- Breach of contract claims move forward, but suit narrows
- Case is one of two brought over collapse of rescue deal
The investment agreement “can reasonably be interpreted to mean that changing Neumann’s rights” without his consent “is impermissible,” Chancellor Andre G. Bouchard wrote, giving Neumann’s breach of contract claims a green light.
Vision Fund’s arguments to the contrary rely on its interpretation of disputed facts, and dismissing the case on that basis would invert “foundational” legal principles by “asking the court to draw inferences in favor of the defendant” before any discovery is taken, the judge said.
Unlike Vision Fund, SoftBank “tacitly conceded” as much by sitting out the motion to dismiss the breach of contract claim, Bouchard noted. But he dismissed the suit’s fiduciary breach allegations, saying they essentially duplicated the contract count.

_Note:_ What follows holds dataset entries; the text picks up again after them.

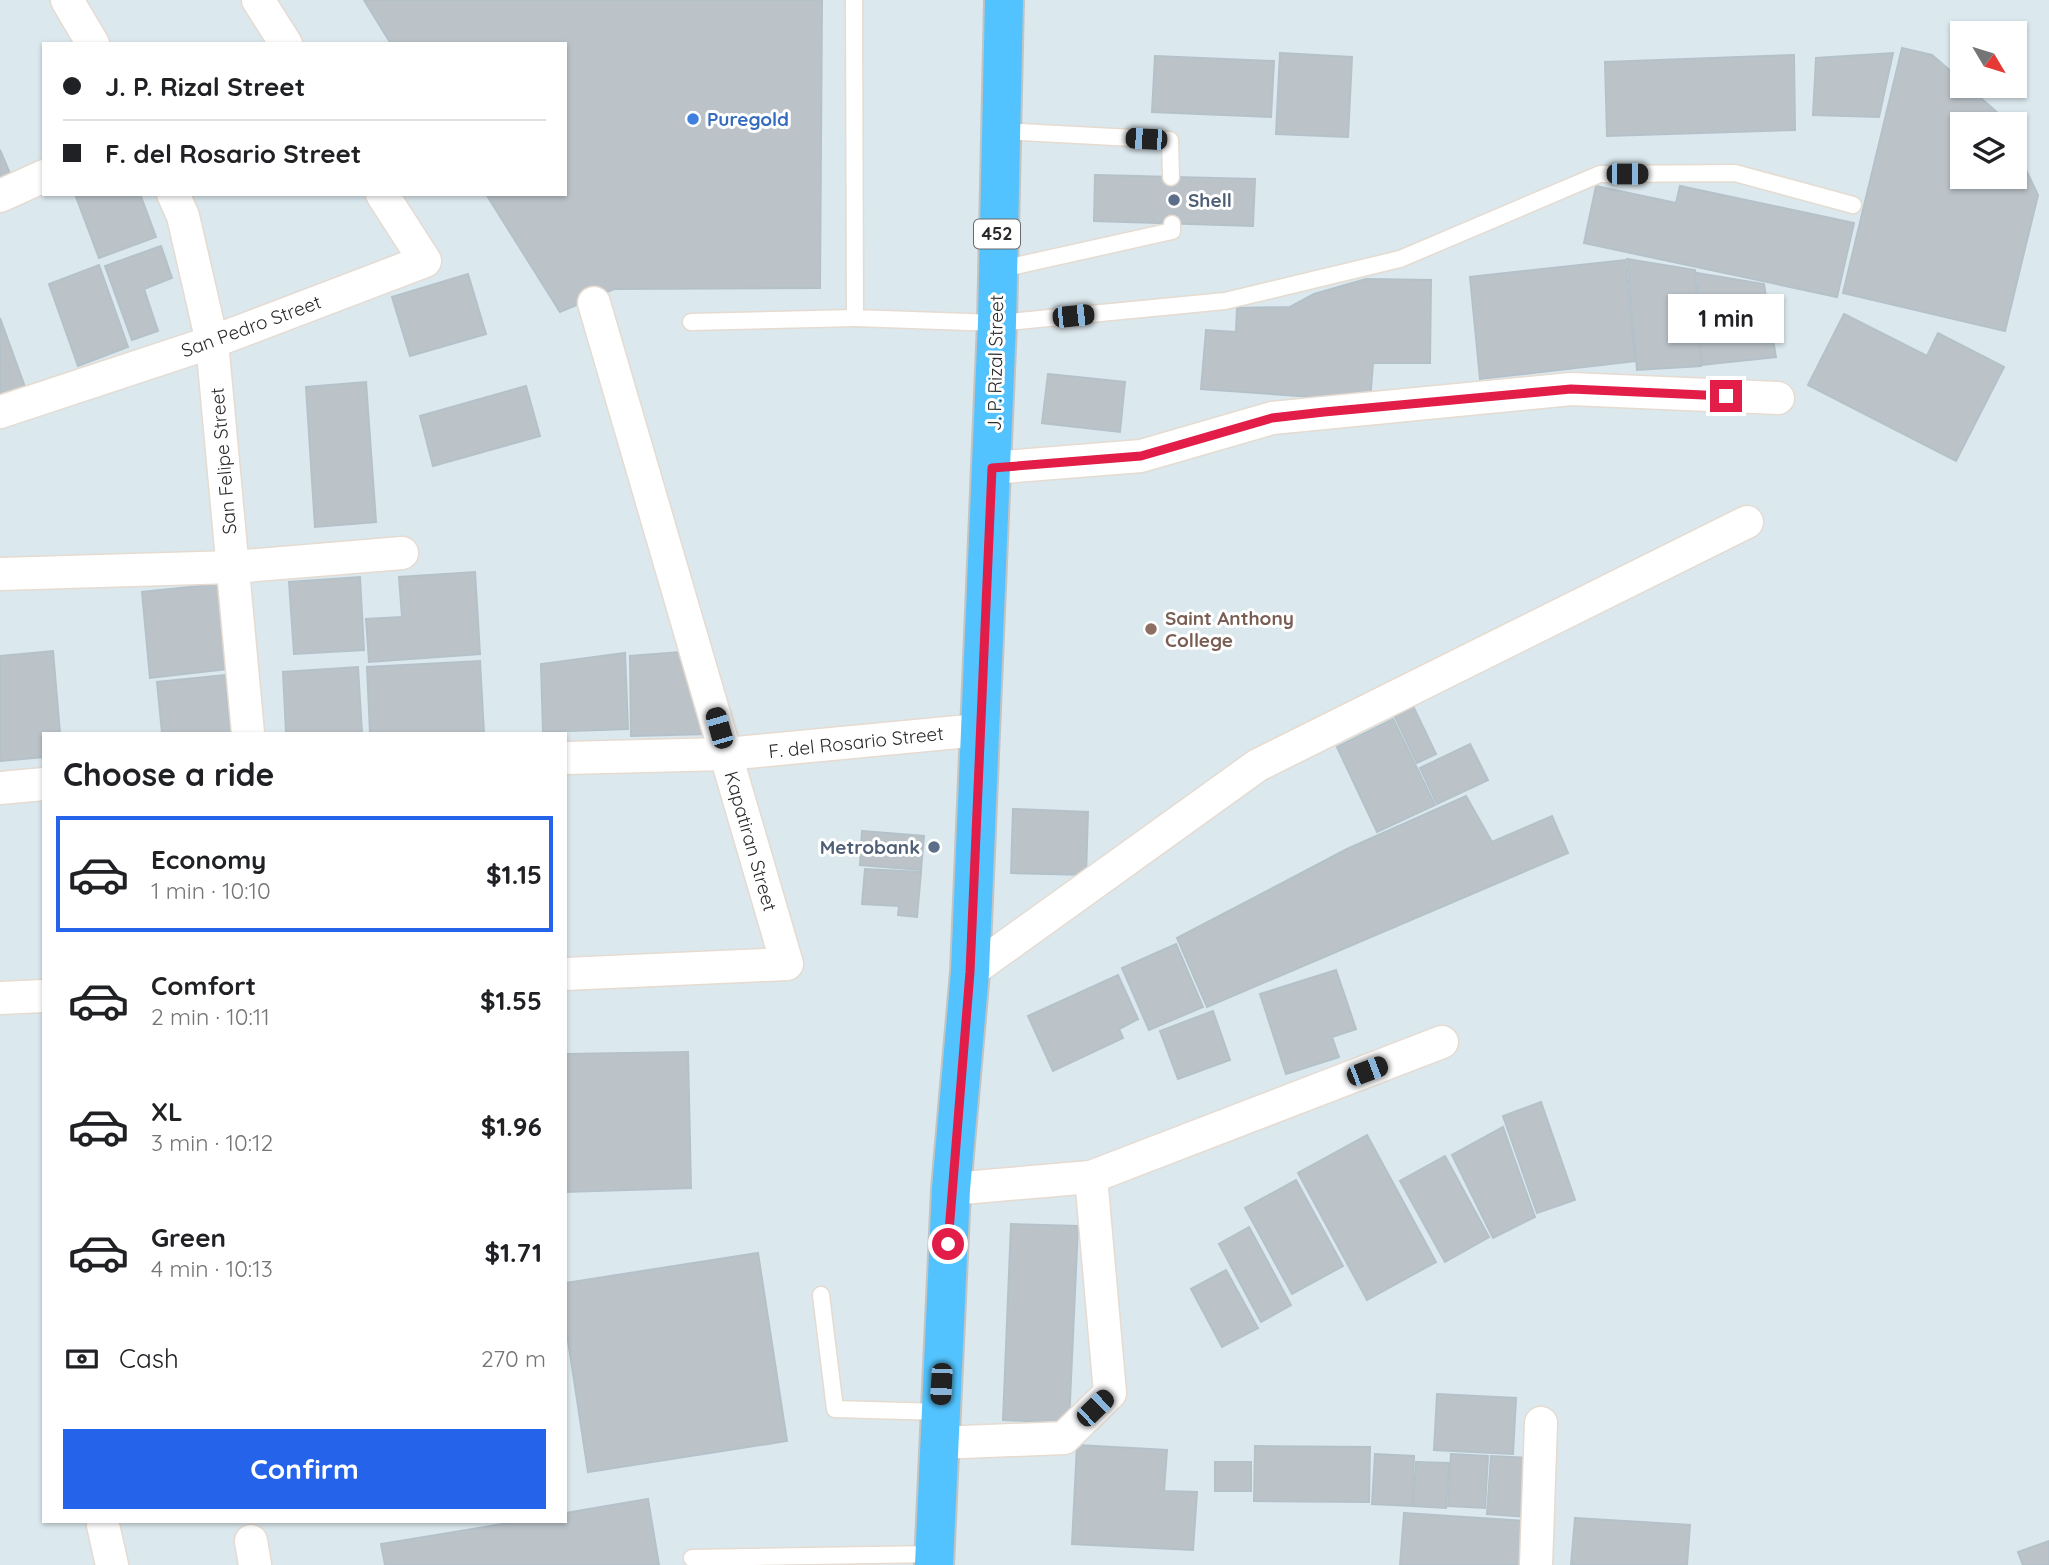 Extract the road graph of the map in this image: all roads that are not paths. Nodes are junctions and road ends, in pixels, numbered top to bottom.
1 (67, 0) edge
2 (258, 0) edge
3 (854, 0) edge
4 (1004, 0) edge
5 (92, 42) edge
6 (285, 42) edge
7 (1000, 131) junction
8 (42, 177) edge
9 (1171, 177) dead end
10 (0, 195) edge
11 (174, 196) edge
12 (383, 196) edge
13 (1853, 205) dead end
14 (1172, 224) dead end
15 (996, 270) junction
16 (594, 303) dead end
17 (855, 318) junction
18 (691, 322) dead end
19 (998, 323) junction
20 (212, 342) junction
21 (1778, 398) dead end
22 (0, 412) edge
23 (992, 468) junction
24 (1746, 522) dead end
25 (402, 553) dead end
26 (233, 567) junction
27 (0, 574) edge
28 (979, 730) junction
29 (248, 732) edge
30 (726, 754) junction
31 (567, 758) edge
32 (42, 784) edge
33 (0, 788) edge
34 (970, 972) junction
35 (567, 974) edge
36 (42, 996) edge
37 (0, 998) edge
38 (1442, 1042) dead end
39 (1091, 1177) junction
40 (951, 1189) junction
41 (821, 1294) dead end
42 (1541, 1423) dead end
43 (939, 1427) junction
44 (103, 1525) dead end
45 (692, 1558) dead end
46 (935, 1560) edge
47 (112, 1565) edge
48 (1536, 1565) edge

1 - 5 street
2 - 6 street
3 - 17 lane
4 - 7 highway, J. P. Rizal Street / 452
7 - 9 lane
7 - 15 highway, J. P. Rizal Street / 452
8 - 10 street
11 - 20 street, San Felipe Street
12 - 20 street, San Pedro Street
13 - 19 lane
14 - 15 lane
15 - 19 highway, J. P. Rizal Street / 452
16 - 30 street, Kapatiran Street
17 - 18 lane
17 - 19 lane
19 - 23 highway, J. P. Rizal Street / 452
20 - 22 street, San Pedro Street
20 - 26 street, San Felipe Street
21 - 23 street
23 - 28 highway, J. P. Rizal Street / 452
24 - 34 street
25 - 26 street
26 - 27 street
26 - 29 street, San Felipe Street
28 - 30 street, F. del Rosario Street
28 - 34 highway, J. P. Rizal Street / 452
30 - 31 street, F. del Rosario Street
30 - 35 street, Kapatiran Street
32 - 33 street
34 - 40 highway, J. P. Rizal Street / 452
36 - 37 street
38 - 39 street
39 - 40 street
39 - 43 street
40 - 43 highway, J. P. Rizal Street / 452
41 - 43 lane
42 - 48 street
43 - 46 highway, J. P. Rizal Street / 452
44 - 47 street
45 - 46 lane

Neumann’s complaint is “long on rhetoric but short on factual allegations to support an independent basis for a fiduciary duty claim,” the judge wrote.
That part of the ruling slightly narrowed the suit, one of two targeting the financial conglomerate since the deal fell apart April 2. It’s consolidated with the other, which was brought by two independent WeWork directors—members of a special committee—who sparked an internal battle when they filed it.
The suits stem from SoftBank’s decision to scuttle part of its plan to rescue WeWork, in exchange for an 80% ownership stake, following the disastrous collapse of the co-working company’s initial public offering.
Neumann is represented by Morris Nichols Arsht & Tunnell LLP, Friedman Kaplan Seiler & Adelman LLP, and Susman Godfrey LLP. The special committee is represented by Wilson Sonsini Goodrich & Rosati PC. WeWork is represented by Skadden, Arps, Slate, Meagher & Flom LLP.
SoftBank is represented by Young Conaway Stargatt & Taylor LLP and Morrison & Foerster LLP. Vision Fund is represented by Abrams & Bayliss LLP and Quinn Emanuel Urquhart & Sullivan LLP.
The case is In re WeWork Litig., Del. Ch., No. 2020-0258, 10/30/20.